Chazal state that each person must write his own Sefer Torah, even if he inherited one from his father. The reason, explains R’ Hakochavi, is that it is human nature to value more that which one has made by himself. (Sefer Ha’battim: Migdal David, Sefer Mitzvah No. 16)
“So it was when Moshe finished writing the words of this Torah onto a book, until their conclusion, Moshe commanded levi’im, the bearers of the Ark of the covenant, saying, `Take this book of the Torah and place it at the side of the Ark of the covenant of Hashem, and it shall be there for you as a witness’.” (31:24-26)
Our Sages relate that Moshe wrote 13 Torah scrolls on the last day of his life, one for each tribe and one which he gave to the levi’im, as described in our verse. The reason one Sefer Torah was placed at the side of the Ark was so that if, at some future date, someone tried to falsify the words of the Torah, a master copy would be available with which to rebut the falsifier. This Torah was entrusted to the levi’im, for they are the keepers of the tradition, as it is written about them (Devarim 33:10), “They shall teach Your ordinances to Yaakov and Your Torah to Yisrael.”
R’ David Lifschutz z”l (the “Suvalker Rav”; rosh yeshiva in Yeshivat Rabbeinu Yitzchak Elchanan; died 1993) explains further: It is human nature that one who no longer wishes to observe the Torah’s laws will not simply abandon them; he will create a new religion or a new philosophy which he will claim is the Torah. [This phenomenon can be seen many times throughout our history beginning with the Gold Calf, when the Jewish people declared, “This is your god, Yisrael.”] Moshe was afraid that someone would take out his Sefer Torah and, for example, erase the words “Do not” from the commandment “Do not murder” or “Do not steal.” As long as the Torah remains untouched, one or two generations may stray, but their descendants will return. Once the Torah is tampered with, however, all is lost. (Tehilah Le’David p. 18)
Selected Laws of the Post-Shemittah Year
(From Rambam’s Mishneh Torah, Hil. Shemittah Ve’yovel)
1:13 If one plowed his field or fertilized it during the seventh year so that it will be fit for planting in the post- shemittah year, we fine him and it may not be planted in the post- shemittah year. We do not rent it from him in order to plant it; rather it must lie fallow. However, if he died, his son may plant it.

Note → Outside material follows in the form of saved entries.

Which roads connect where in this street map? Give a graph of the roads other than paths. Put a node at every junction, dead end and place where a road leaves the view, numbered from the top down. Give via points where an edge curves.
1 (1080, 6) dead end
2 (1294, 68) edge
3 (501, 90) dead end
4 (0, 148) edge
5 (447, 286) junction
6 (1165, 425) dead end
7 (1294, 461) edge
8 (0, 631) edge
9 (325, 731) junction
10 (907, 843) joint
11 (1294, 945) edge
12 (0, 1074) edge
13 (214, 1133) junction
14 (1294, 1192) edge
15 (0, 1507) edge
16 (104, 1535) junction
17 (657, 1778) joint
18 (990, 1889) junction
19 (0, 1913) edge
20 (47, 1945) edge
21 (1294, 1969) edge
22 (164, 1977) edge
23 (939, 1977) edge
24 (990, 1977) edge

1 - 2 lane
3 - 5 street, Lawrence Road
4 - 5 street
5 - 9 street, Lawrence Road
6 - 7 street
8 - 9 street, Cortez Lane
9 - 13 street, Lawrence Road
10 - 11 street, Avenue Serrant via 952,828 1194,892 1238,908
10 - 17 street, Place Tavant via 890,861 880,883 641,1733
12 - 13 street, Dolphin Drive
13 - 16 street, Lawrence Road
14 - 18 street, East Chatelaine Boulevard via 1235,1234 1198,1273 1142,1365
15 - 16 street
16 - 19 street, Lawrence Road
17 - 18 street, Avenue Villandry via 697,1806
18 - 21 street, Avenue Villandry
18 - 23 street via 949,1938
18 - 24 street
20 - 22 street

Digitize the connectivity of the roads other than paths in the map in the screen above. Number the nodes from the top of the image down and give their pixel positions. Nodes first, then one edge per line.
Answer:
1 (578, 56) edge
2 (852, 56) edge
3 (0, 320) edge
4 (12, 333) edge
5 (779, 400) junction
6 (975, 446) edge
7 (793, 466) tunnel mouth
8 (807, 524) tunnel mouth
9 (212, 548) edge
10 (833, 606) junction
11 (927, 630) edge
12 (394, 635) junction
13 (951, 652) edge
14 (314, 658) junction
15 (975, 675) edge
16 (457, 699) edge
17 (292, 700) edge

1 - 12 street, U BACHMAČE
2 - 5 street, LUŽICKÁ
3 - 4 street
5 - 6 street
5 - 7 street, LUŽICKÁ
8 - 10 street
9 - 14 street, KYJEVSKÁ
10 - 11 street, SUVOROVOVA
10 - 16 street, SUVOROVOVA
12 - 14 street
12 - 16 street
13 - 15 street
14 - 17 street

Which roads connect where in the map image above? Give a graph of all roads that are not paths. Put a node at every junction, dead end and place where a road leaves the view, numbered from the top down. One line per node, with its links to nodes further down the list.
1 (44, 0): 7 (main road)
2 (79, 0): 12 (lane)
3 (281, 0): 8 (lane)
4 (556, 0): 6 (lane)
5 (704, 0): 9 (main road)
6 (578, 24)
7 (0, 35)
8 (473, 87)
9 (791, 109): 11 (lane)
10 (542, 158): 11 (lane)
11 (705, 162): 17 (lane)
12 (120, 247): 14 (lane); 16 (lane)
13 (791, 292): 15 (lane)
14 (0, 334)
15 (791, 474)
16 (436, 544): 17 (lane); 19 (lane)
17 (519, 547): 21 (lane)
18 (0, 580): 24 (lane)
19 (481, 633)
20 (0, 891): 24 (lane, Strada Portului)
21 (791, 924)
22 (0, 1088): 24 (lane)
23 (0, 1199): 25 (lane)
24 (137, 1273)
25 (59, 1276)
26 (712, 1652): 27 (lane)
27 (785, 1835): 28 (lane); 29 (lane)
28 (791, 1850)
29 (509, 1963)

1:14 If one removed the thorns from his field in the seventh year to prepare it for the post-shemittah year, or he removed stones from it, even though one is not allowed to do this, we do not fine him and he may plant it in the post-shemittah year. [The difference between this halachah and the previous one is that halachah 13 refers to a person who performed actual farm work – therefore he is penalized – while the work referred to in halachah 14 is not farm work, per se. (Radvaz).]
4:5-6 Wild growths of the seventh year which remained into the post-shemittah year may not be eaten and should not be harvested by hand. Rather, one should plow through them, but animals may graze normally among them. Until when do the wild growths of the seventh year remain prohibited? From Rosh Hashanah until Chanukah. After Chanukah, the wild growths are permitted. [Commentaries explain that Chanukah is the approximate time when the old plants rot in the fields and are outnumbered by new plants.] If one planted wild seeds from the seventh year after the shemittah, the resulting growths are permitted.
4:7 Other fruits may not be purchased after the shemittah until the new growths of that same fruit are completed . . . Vegetables may be purchased immediately. [It was common to import vegetables from abroad. (Radvaz).]